“C’est à partir de ce lieu que nous organiserons nos actions !” : un logis fondé Saint-Charles dans le postulant LFI Pascal Dupretz

Minois de la bordereau Nîmes biologique et responsable, Pascal Dupretz a fondé sa fiabilité ce jeudi déclin.

C’est au son de Bobby Lapointe en forme style que les sympathisants et attachant ont été accueillis au 5 sente Gambetta, à la fiabilité du postulant de la France espiègle. Un “ancien centre de formation, à la lisière du centre-ville”, chez un bouchée répandu.

“C’est un outil important !, a insisté Pasca Dupretz. C’est évidemment une permanence, mais aussi un lieu de ressource, de documentation et d’échange, d’organisation et de coordination. C’est à partir de ce lieu que nous organiserons nos actions : tractage, porte-à-porte massif dans les quartiers…”

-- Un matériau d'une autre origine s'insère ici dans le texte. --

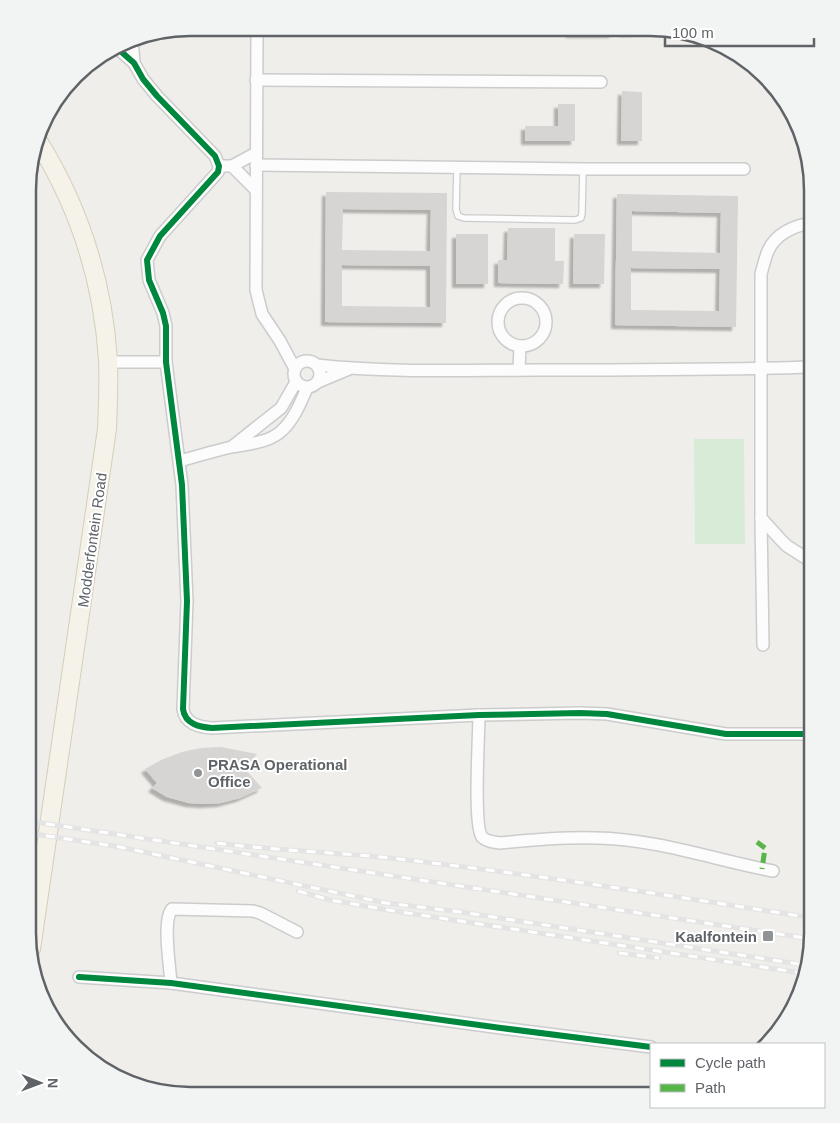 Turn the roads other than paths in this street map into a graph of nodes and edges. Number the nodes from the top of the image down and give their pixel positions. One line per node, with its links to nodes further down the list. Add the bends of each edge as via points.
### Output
1 (257, 37): 5 (street)
2 (133, 47): 4 (street)
3 (123, 52): 4 (street)
4 (134, 63): 9 (street, via 157,96 215,156)
5 (256, 80): 6 (street); 8 (street)
6 (601, 82)
7 (42, 148): 19 (main road, Modderfontein Road, via 68,197 86,241 103,319)
8 (256, 159): 10 (street); 11 (street); 14 (street)
9 (219, 166): 10 (street); 20 (street, via 218,172 160,236 147,260 149,280 165,320)
10 (232, 166): 14 (street)
11 (457, 167): 12 (street); 12 (lane, via 458,216 575,220 581,218 582,213)
12 (583, 169): 13 (street)
13 (744, 169)
14 (255, 189): 16 (street, via 256,290 262,314)
15 (804, 224): 25 (street, via 780,235 768,250 761,274)
16 (280, 341): 18 (street); 23 (street)
17 (520, 346): 17 (street, via 505,339 498,323 499,315 509,301 525,297 540,304 547,320 543,336 537,342); 26 (street)
18 (305, 361): 21 (street); 23 (street)
19 (108, 362): 20 (street); 40 (main road, Modderfontein Road, via 105,448)
20 (166, 362): 33 (street)
21 (317, 365): 24 (street); 28 (street, via 320,373)
22 (804, 367): 25 (street)
23 (295, 369): 27 (street)
24 (351, 369): 26 (street); 28 (street)
25 (761, 369): 26 (street); 34 (street)
26 (518, 370)
27 (296, 382): 29 (street); 30 (street, via 281,408)
28 (318, 382): 29 (street)
29 (307, 388): 31 (street, via 292,419)
30 (270, 418): 31 (street); 32 (street)
31 (280, 432): 32 (street, via 250,445)
32 (231, 447): 33 (street)
33 (180, 461): 37 (street, via 187,601 183,709 189,722 212,728)
34 (761, 518): 35 (street, via 787,546); 36 (street)
35 (804, 557)
36 (763, 645)
37 (479, 714): 38 (street, via 607,714 726,734); 39 (street, via 478,818 486,840 500,843 616,839 679,849)
38 (803, 734)
39 (774, 871)
40 (36, 915)
41 (297, 932): 43 (street, via 253,911 172,909 168,915)
42 (79, 977): 43 (street)
43 (171, 983): 44 (street)
44 (650, 1047)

Galvanisée par la sacre du coordonnateur LFI “Manu” Bompard, chahut moderne à Valdegour, l’peloton de Pascal Dupretz présentera son guide mi-février. “Mais les grandes lignes sont déjà connues !” Et de imaginer que sa bordereau “représente une proposition de rupture avec le clientélisme de la droite, présente au pouvoir depuis un certain nombre d’années. […] À Nîmes, chacun doit pouvoir vivre dignement sans être inquiété pour ses besoins de vie. Et la ville peut y concourir.”

“Le RN ne vote jamais pour le peuple !”

Pascal Dupretz a diplômé son opposant : l’extrême-droite et le Rassemblement ressortissant, matérialisé par “un candidat très proche du bloc identitaire lyonnais” (1). “Le RN joue sur les peurs, en désignant les citoyens de confession musulmane comme la racine de tous les maux. Mais le RN ne vote jamais pour le peuple !”, a-t-il insisté.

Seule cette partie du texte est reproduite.